On 6/11/2020 8:51 AM, Wolfgang Strobl wrote:
Am Mon, 8 Jun 2020 18:32:21 -0700 (PDT) schrieb jbeattie:

Now, you don't have to wear a helmet or ride a racing-ish
bike,


Is that so? Years ago, when looking around for a regional bicycle club
my children might have been interested in, there wasn't a single one
_not_ enforcing a helmets on their members. At that time almost no
cyclist ( 1%) in Germany and Europe was wearing a helmet, we didn't
have a helmet law, still haven't (knock on wood). But these clubs could
enforce it, and did. Why? Because their federal organization said so.
Because _their_ sponsors said so. So, ok, they needn't us, we needn't
them, good riddance!


Our bike club was founded in 1973 or so. In all those years, there's
never been a requirement to wear a helmet on club rides. Mandating
helmets was proposed a few times in the past, but easily voted down with
little discussion. Almost all members currently wear them, of course,
because fashion is weird and powerful, but there were a few who didn't.
My wife and I wore them ONLY on club rides for precisely one reason: I
didn't want to spend our rides arguing about helmets. I didn't want to
make it an issue.

Well: Two or three years ago, the new slate of officers decided they
wanted to make helmets mandatory for all club rides. (Also, they chose
to make every member signing a brand new "hold harmless" release form
for every ride, despite having signed a release form at each membership
renewal!)

Of course I objected to this mandatory helmet rule. This led to the most
contentious meetings our club has ever had. People were shouting at
each other in meetings. And the strongest argument from the main helmet
proponent was "Every other club does this!"

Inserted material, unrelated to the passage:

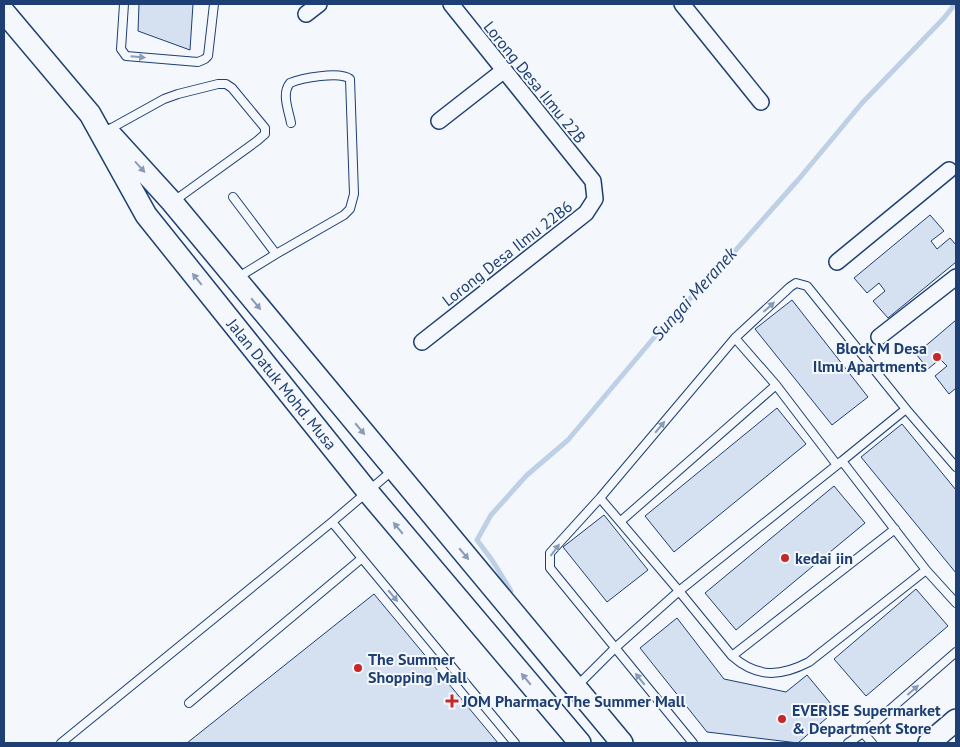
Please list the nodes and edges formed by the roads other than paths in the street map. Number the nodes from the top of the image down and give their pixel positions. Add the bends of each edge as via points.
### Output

In the end, the club did not impose that new helmet rule; people are
still free to wear what they choose. But one beneficial effect is this:
My wife and I no longer bother with the helmets even on club rides. As I
said, I wore it just because I didn't want to make it an issue.

They chose to make it an issue.


So you died wear a helmet, while doing club rides. While I never wore a
bicycle helmet myself, I forced my children to do so and regret it, it
was a mistake, albeit an early and short lived one.

Anyway, I didn't give in at that time and researched the matter. In
Germany, almost all clubs are member of the national BDR (Bund Deutscher
Radfahrer) and include its rules as part of theirs. The BDR is, in my
subjective interpretation, mostly interested in mass sports
("Breitensport") as a reservoir for recruiting talent for racing, and so
just takes only just enough care to enforce sponsor driven racing rules
as early as possible and gives some organizational help.

IMHO, it is as corrupt as similar sports organizations at that level,
for example football. Just an opinion and somewhat besides the point,
with one important exception:

Talk by a local clubs official to get members is mostly irrelevant,
there are incentives enough to make you play by the rules, whether
enforcable by law or not. (btw, you _did_ wear a helmet, didn't you?)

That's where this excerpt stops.